#### Stored data entries:
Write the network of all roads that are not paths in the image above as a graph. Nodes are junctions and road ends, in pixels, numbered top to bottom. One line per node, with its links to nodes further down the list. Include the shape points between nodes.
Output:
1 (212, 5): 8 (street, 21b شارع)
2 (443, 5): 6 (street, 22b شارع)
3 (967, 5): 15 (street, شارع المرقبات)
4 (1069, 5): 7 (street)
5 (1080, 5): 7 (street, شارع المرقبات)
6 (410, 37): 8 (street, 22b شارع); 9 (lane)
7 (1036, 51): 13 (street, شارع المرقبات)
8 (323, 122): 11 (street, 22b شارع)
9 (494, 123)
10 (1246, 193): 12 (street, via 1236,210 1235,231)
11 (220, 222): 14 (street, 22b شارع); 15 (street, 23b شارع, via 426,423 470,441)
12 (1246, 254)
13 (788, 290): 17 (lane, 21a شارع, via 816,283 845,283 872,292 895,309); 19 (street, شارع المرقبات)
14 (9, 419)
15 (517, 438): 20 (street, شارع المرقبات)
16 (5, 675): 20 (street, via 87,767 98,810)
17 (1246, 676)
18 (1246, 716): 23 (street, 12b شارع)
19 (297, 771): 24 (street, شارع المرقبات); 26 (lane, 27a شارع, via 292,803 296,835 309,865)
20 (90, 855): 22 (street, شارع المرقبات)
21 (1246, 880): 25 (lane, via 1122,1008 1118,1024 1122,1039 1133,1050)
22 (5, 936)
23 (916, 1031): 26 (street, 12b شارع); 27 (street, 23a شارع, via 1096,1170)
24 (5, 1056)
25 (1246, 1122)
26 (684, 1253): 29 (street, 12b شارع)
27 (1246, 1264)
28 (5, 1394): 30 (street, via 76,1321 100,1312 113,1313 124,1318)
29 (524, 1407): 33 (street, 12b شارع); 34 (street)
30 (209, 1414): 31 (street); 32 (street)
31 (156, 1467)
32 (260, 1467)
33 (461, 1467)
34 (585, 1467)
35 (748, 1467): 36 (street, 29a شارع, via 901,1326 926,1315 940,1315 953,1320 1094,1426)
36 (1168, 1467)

#### Exercise details:
The word "المرقبات" appears in some lines above. Return every one of those lines.

#### Answer box:
3 (967, 5): 15 (street, شارع المرقبات)
5 (1080, 5): 7 (street, شارع المرقبات)
7 (1036, 51): 13 (street, شارع المرقبات)
13 (788, 290): 17 (lane, 21a شارع, via 816,283 845,283 872,292 895,309); 19 (street, شارع المرقبات)
15 (517, 438): 20 (street, شارع المرقبات)
19 (297, 771): 24 (street, شارع المرقبات); 26 (lane, 27a شارع, via 292,803 296,835 309,865)
20 (90, 855): 22 (street, شارع المرقبات)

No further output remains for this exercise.